GMP and 21 CFR Part 11-Ready Software

Data Storage and Control Across Your GMP Production Pipeline with NucleoCounter® Software

21 CFR Part 11 defines the US Food and Drug Administration’s (FDA) acceptance criteria for use of electronic records and electronic signatures as equal to paper records with handwritten signatures. Our NucleoCounter® instruments are 21 CFR Part 11-ready; in other words, you can fully integrate single or multiple instruments into your existing IT networks. You can also configure the locations where data is saved and save it remotely.

You can operate the NC-View™ and NucleoView™ software (for the NucleoCounter® NC-202™ and NC-3000™ respectively), in restricted mode to ensure you remain compliant with 21 CFR Part 11 regulations. This means that on a computer system that is 21 CFR Part 11 compatible, it is possible to maintain the level of compliance during use.

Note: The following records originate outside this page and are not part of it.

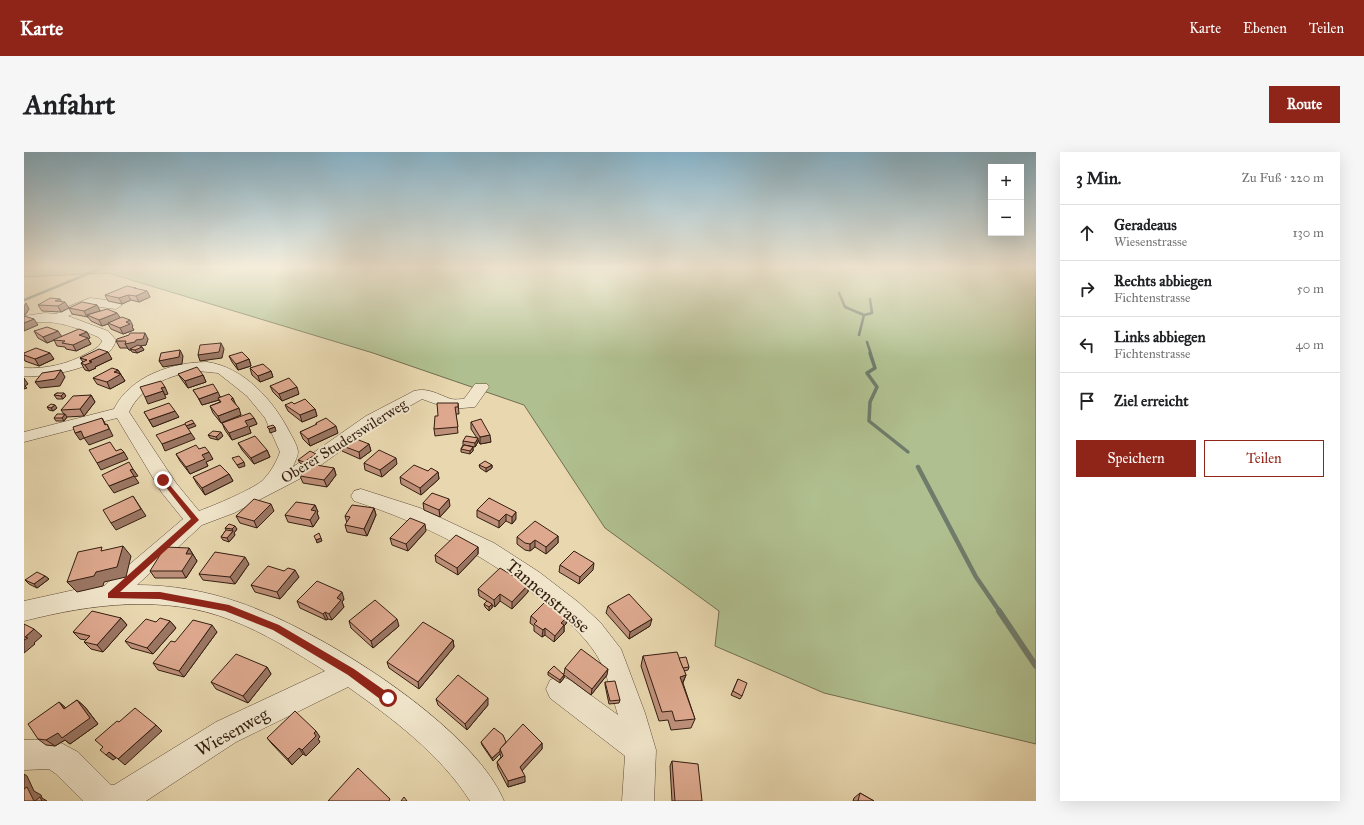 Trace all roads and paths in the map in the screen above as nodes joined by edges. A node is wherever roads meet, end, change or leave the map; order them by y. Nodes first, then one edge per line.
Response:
1 (116, 306) dead end
2 (57, 317) junction
3 (24, 320) edge
4 (24, 372) edge
5 (481, 387) dead end
6 (121, 412) junction
7 (32, 435) edge
8 (268, 486) junction
9 (361, 496) dead end
10 (195, 520) junction
11 (110, 595) junction
12 (32, 609) edge
13 (351, 672) junction
14 (560, 689) dead end
15 (640, 750) junction
16 (24, 755) edge
17 (116, 801) edge
18 (488, 801) edge
19 (638, 801) edge

1 - 2 street
2 - 3 street
2 - 4 street
5 - 8 street, Oberer Studerswilerweg
6 - 7 street
6 - 8 street
6 - 10 street
8 - 10 street
9 - 15 street, Tannenstrasse
10 - 11 street
11 - 12 street
11 - 13 street
13 - 17 street, Wiesenweg
13 - 18 street
14 - 15 street
15 - 19 street, Tannenstrasse
16 - 17 street, Wiesenweg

Control Software Access and User Privileges

Use Windows Active Directory-defined user groups to control users’ access and rights within the NC-View™ and NucleoView™ software. There are three user groups: Admin, Supervisor, and User. Admins have the highest level of privileges and can switch on or off the 21 CFR Part 11-mode in the software. In comparison, Supervisors and Users have more restricted privileges. When 21 CFR Part 11-mode is activated, all users are unable to modify data during acquisition and also after the data is stored.

Audit Trail

All user activity within the NC-View™ and NucleoView™ software programs is recorded in the event log, which can only be accessed by users in the Admin group. Event log files are encrypted and protected to prevent modification, which the software authenticates.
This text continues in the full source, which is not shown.